======== PROVIDED MATERIAL
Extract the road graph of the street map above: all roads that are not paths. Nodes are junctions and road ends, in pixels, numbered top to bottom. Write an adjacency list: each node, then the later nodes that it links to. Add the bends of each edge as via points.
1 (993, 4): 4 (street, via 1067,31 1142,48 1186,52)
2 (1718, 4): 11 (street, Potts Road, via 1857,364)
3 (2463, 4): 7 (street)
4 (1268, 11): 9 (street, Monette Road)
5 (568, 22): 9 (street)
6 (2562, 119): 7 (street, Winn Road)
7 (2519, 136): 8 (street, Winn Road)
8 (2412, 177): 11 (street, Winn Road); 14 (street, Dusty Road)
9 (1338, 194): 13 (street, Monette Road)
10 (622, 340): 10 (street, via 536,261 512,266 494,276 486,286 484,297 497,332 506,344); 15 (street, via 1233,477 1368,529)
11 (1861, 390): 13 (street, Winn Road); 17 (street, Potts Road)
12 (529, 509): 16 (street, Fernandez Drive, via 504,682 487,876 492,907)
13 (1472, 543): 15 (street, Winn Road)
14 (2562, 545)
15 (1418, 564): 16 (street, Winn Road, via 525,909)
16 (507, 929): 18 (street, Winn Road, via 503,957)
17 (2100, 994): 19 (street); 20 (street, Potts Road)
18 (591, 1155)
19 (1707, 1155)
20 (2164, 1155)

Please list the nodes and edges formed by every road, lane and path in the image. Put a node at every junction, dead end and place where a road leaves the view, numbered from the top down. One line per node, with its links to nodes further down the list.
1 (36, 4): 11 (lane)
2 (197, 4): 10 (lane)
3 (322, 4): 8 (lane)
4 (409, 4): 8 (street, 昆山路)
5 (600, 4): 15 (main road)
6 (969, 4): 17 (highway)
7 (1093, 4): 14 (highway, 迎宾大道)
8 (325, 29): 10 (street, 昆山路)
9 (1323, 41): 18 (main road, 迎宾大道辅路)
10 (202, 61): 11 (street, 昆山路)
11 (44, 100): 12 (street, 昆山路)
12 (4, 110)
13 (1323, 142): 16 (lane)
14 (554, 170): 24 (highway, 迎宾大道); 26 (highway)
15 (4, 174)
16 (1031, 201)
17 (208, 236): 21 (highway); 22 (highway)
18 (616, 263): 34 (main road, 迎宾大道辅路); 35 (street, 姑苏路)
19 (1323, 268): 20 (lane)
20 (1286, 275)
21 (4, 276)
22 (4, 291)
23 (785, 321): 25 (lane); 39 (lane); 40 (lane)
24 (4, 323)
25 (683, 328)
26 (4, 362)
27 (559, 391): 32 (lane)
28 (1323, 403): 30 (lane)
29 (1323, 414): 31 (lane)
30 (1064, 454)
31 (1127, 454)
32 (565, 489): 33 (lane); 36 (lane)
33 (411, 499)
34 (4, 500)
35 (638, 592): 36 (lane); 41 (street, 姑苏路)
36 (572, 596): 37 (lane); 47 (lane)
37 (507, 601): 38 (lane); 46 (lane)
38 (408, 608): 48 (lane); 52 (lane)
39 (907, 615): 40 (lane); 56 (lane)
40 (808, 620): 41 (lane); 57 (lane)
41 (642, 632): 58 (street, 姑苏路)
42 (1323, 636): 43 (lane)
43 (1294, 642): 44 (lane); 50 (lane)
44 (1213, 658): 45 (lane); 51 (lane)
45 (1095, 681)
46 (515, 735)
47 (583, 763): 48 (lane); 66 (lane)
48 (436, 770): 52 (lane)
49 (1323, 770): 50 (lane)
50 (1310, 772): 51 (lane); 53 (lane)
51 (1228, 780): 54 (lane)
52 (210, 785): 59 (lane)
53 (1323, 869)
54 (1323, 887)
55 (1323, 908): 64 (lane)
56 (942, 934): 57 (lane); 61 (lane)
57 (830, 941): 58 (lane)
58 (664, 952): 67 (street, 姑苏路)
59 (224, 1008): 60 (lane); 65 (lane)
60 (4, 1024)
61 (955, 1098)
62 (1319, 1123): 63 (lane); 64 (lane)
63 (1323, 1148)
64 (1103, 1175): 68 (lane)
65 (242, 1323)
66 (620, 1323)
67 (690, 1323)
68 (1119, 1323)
================
YOUR INSTRUCTIONS: All entries should be given again precisely as they appear above.

TASK SOLUTION:
Extract the road graph of the street map above: all roads that are not paths. Nodes are junctions and road ends, in pixels, numbered top to bottom. Write an adjacency list: each node, then the later nodes that it links to. Add the bends of each edge as via points.
1 (993, 4): 4 (street, via 1067,31 1142,48 1186,52)
2 (1718, 4): 11 (street, Potts Road, via 1857,364)
3 (2463, 4): 7 (street)
4 (1268, 11): 9 (street, Monette Road)
5 (568, 22): 9 (street)
6 (2562, 119): 7 (street, Winn Road)
7 (2519, 136): 8 (street, Winn Road)
8 (2412, 177): 11 (street, Winn Road); 14 (street, Dusty Road)
9 (1338, 194): 13 (street, Monette Road)
10 (622, 340): 10 (street, via 536,261 512,266 494,276 486,286 484,297 497,332 506,344); 15 (street, via 1233,477 1368,529)
11 (1861, 390): 13 (street, Winn Road); 17 (street, Potts Road)
12 (529, 509): 16 (street, Fernandez Drive, via 504,682 487,876 492,907)
13 (1472, 543): 15 (street, Winn Road)
14 (2562, 545)
15 (1418, 564): 16 (street, Winn Road, via 525,909)
16 (507, 929): 18 (street, Winn Road, via 503,957)
17 (2100, 994): 19 (street); 20 (street, Potts Road)
18 (591, 1155)
19 (1707, 1155)
20 (2164, 1155)

Please list the nodes and edges formed by every road, lane and path in the image. Put a node at every junction, dead end and place where a road leaves the view, numbered from the top down. One line per node, with its links to nodes further down the list.
1 (36, 4): 11 (lane)
2 (197, 4): 10 (lane)
3 (322, 4): 8 (lane)
4 (409, 4): 8 (street, 昆山路)
5 (600, 4): 15 (main road)
6 (969, 4): 17 (highway)
7 (1093, 4): 14 (highway, 迎宾大道)
8 (325, 29): 10 (street, 昆山路)
9 (1323, 41): 18 (main road, 迎宾大道辅路)
10 (202, 61): 11 (street, 昆山路)
11 (44, 100): 12 (street, 昆山路)
12 (4, 110)
13 (1323, 142): 16 (lane)
14 (554, 170): 24 (highway, 迎宾大道); 26 (highway)
15 (4, 174)
16 (1031, 201)
17 (208, 236): 21 (highway); 22 (highway)
18 (616, 263): 34 (main road, 迎宾大道辅路); 35 (street, 姑苏路)
19 (1323, 268): 20 (lane)
20 (1286, 275)
21 (4, 276)
22 (4, 291)
23 (785, 321): 25 (lane); 39 (lane); 40 (lane)
24 (4, 323)
25 (683, 328)
26 (4, 362)
27 (559, 391): 32 (lane)
28 (1323, 403): 30 (lane)
29 (1323, 414): 31 (lane)
30 (1064, 454)
31 (1127, 454)
32 (565, 489): 33 (lane); 36 (lane)
33 (411, 499)
34 (4, 500)
35 (638, 592): 36 (lane); 41 (street, 姑苏路)
36 (572, 596): 37 (lane); 47 (lane)
37 (507, 601): 38 (lane); 46 (lane)
38 (408, 608): 48 (lane); 52 (lane)
39 (907, 615): 40 (lane); 56 (lane)
40 (808, 620): 41 (lane); 57 (lane)
41 (642, 632): 58 (street, 姑苏路)
42 (1323, 636): 43 (lane)
43 (1294, 642): 44 (lane); 50 (lane)
44 (1213, 658): 45 (lane); 51 (lane)
45 (1095, 681)
46 (515, 735)
47 (583, 763): 48 (lane); 66 (lane)
48 (436, 770): 52 (lane)
49 (1323, 770): 50 (lane)
50 (1310, 772): 51 (lane); 53 (lane)
51 (1228, 780): 54 (lane)
52 (210, 785): 59 (lane)
53 (1323, 869)
54 (1323, 887)
55 (1323, 908): 64 (lane)
56 (942, 934): 57 (lane); 61 (lane)
57 (830, 941): 58 (lane)
58 (664, 952): 67 (street, 姑苏路)
59 (224, 1008): 60 (lane); 65 (lane)
60 (4, 1024)
61 (955, 1098)
62 (1319, 1123): 63 (lane); 64 (lane)
63 (1323, 1148)
64 (1103, 1175): 68 (lane)
65 (242, 1323)
66 (620, 1323)
67 (690, 1323)
68 (1119, 1323)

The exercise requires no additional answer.